[EXERCISE MATERIAL]
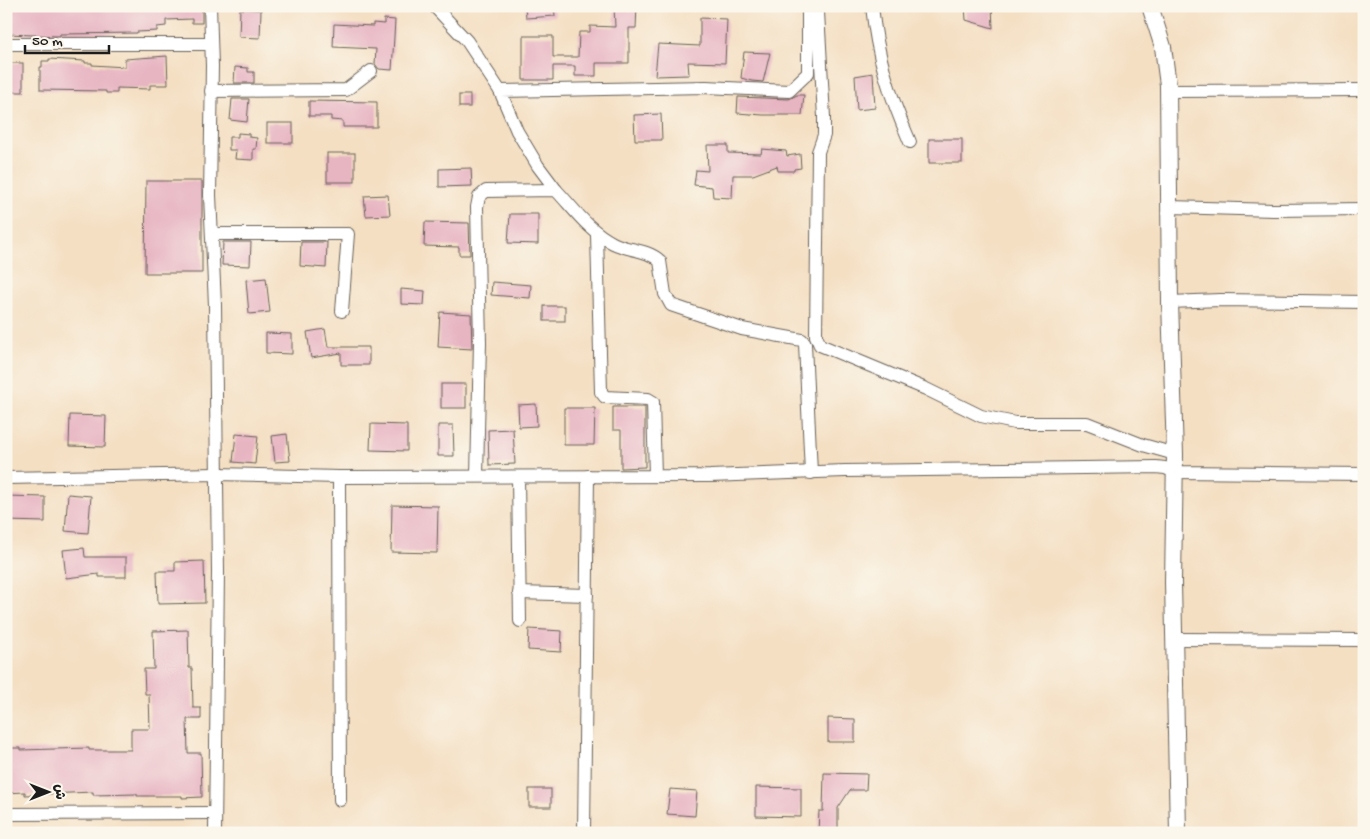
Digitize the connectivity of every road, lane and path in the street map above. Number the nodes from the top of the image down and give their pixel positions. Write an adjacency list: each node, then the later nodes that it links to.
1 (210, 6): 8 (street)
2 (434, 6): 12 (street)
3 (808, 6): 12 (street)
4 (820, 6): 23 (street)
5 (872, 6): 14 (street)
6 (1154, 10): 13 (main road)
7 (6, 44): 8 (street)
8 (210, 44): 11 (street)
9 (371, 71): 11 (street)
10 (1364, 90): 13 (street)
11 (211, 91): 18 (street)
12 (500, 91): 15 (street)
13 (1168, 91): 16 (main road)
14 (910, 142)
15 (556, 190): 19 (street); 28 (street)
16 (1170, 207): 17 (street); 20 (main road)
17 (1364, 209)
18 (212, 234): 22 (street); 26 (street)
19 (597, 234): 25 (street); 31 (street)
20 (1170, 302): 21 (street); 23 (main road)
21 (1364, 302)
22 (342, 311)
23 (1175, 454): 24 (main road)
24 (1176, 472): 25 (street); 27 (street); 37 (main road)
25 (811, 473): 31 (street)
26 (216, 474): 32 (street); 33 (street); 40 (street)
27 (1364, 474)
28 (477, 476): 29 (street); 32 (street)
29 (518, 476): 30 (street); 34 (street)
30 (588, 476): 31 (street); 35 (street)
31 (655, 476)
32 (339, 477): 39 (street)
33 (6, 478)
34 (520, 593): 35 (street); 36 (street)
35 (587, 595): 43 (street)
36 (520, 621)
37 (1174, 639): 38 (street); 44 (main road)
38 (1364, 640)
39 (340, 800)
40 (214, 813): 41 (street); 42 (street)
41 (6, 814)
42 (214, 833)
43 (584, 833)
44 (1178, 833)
[/EXERCISE MATERIAL]
PROBLEM DETAILS =
Tally each line in the data that holds the word "main"; write only the total.

REPLY =
7